Théâtre du Châtelet, Paris
- 10 et 11 janvier 2005
le compositeur Marco Stroppa et le musicologue Bertrand Bolognesi, une rencontre
© bertrand bolognesi

Il y a un peu moins d’un an, nous vous présentions Nous sommes l'air, pas la terre…, une pièce pour alto et accordéon, créée par Christophe Desjardin et Teodoro Anzelotti lors d’un Midi musical du Théâtre du Châtelet qui en avait fait commande au compositeur Marco Stroppa [lire notre chronique du 2 février 2004]. Aujourd’hui, les Midis musicaux devenus Moments musicaux offrent une carte blanche d’une semaine au musicien italien qui nous explique comment fut imaginé son déroulement :

« On a discuté. J’ai fait plusieurs propositions. Ce que vous voyez maintenant est le résultat de beaucoup d’essais, de pistes parcourues, jusqu’à choisir celles que l’on présenterait. Je suis parti d’une thématique : qu’est-ce qui peut être intéressant pour un public pas forcément spécialisé ? L’idée de la transmission me parut importante et mériter qu’on la creusât. On aurait pu choisir d’autres choses, bien sûr, comme la musique informatique, l’approche formelle ou le travail d’un certain répertoire. J’ai estimé que la transmission était quelque chose de plus général, en tout cas ce n’était pas une thématique de musiciens spécialisés. Aujourd’hui, que ce soit en famille, au travail, dans la société, on est sans cesse confronté à des problèmes de communication, de transmission – d’un sentiment, d’une pensée, de ce que vous voulez. Voilà le point de départ. Ensuite, la transmission se fait de qui à qui, de quoi à quoi ? J’aurais pu imaginer deux concerts monographiques avec toutes mes pièces en solo et chambristes qui, outre l’aspect égocentrique, n’auraient traduit qu’un syndrome de la tour d’ivoire impropre à transmettre quoi que ce soit. Je crois beaucoup à des programmes mêlant des musiques différentes, d’époques parfois lointaines, mais toujours avec une relation. Chacun des concerts de cette semaine traverse une thématique particulière. Par exemple : pour le quintette à vent, il y a un peu l’historique du quintette italien, avec une pièce de jeunesse de Ghedini et un parcours qui mène à la création de Marta Gentilucci, également italienne, le plus jeune compositeur du concert ».

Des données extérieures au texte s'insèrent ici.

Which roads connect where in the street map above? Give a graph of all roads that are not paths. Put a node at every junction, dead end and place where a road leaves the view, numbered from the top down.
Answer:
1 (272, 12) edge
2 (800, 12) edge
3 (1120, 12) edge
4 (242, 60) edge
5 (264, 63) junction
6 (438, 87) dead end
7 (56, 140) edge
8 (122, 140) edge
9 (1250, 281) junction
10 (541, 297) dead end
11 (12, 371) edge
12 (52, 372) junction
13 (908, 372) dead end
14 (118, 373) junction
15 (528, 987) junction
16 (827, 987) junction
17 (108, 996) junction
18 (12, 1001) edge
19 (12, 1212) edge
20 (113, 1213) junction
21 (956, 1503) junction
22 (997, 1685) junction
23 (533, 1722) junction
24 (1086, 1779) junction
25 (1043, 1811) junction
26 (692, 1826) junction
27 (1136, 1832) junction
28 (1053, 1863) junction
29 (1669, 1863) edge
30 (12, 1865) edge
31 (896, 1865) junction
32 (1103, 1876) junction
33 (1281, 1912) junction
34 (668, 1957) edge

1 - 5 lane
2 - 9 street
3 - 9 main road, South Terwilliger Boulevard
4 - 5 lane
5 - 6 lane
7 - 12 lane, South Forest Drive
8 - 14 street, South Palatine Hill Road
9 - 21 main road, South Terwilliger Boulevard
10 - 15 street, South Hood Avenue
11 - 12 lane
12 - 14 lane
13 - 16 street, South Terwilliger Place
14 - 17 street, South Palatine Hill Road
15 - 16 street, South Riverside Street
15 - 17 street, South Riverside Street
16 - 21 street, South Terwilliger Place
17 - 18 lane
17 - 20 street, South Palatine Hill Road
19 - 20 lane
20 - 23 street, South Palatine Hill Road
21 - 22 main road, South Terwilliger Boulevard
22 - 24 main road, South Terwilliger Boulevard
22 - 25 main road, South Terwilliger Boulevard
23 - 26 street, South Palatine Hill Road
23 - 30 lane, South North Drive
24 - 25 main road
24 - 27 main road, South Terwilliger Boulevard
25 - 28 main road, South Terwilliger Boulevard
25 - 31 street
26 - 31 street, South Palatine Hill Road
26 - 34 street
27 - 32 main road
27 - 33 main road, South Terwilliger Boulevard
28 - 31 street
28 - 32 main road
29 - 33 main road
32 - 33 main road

Lundi matin, c’est au Quintette à vents de l’Orchestra Sinfonica Nazionale della Rai qu’il revient d’ouvrir cette Semaine Marco Stroppa, avec le Quintette n°1 qu’écrivait Giorgio Federico Ghedini en 1910, à l’âge de dix-huit ans. On ne joue guère ce musicien en France, et c’est avec plaisir qu’on découvre une écriture abondamment mélodique, d’une certaine fraîcheur. Par la suite, Ghedini réaliserait plusieurs concerti et pièces symphoniques ; il serait surtout un compositeur de théâtre, avec six opéras, trois musiques de scène, l’oratorio scénique Billy Budd et la pantomime Il girotondo. Signalons qu’il sera l’un des professeurs de Luciano Berio.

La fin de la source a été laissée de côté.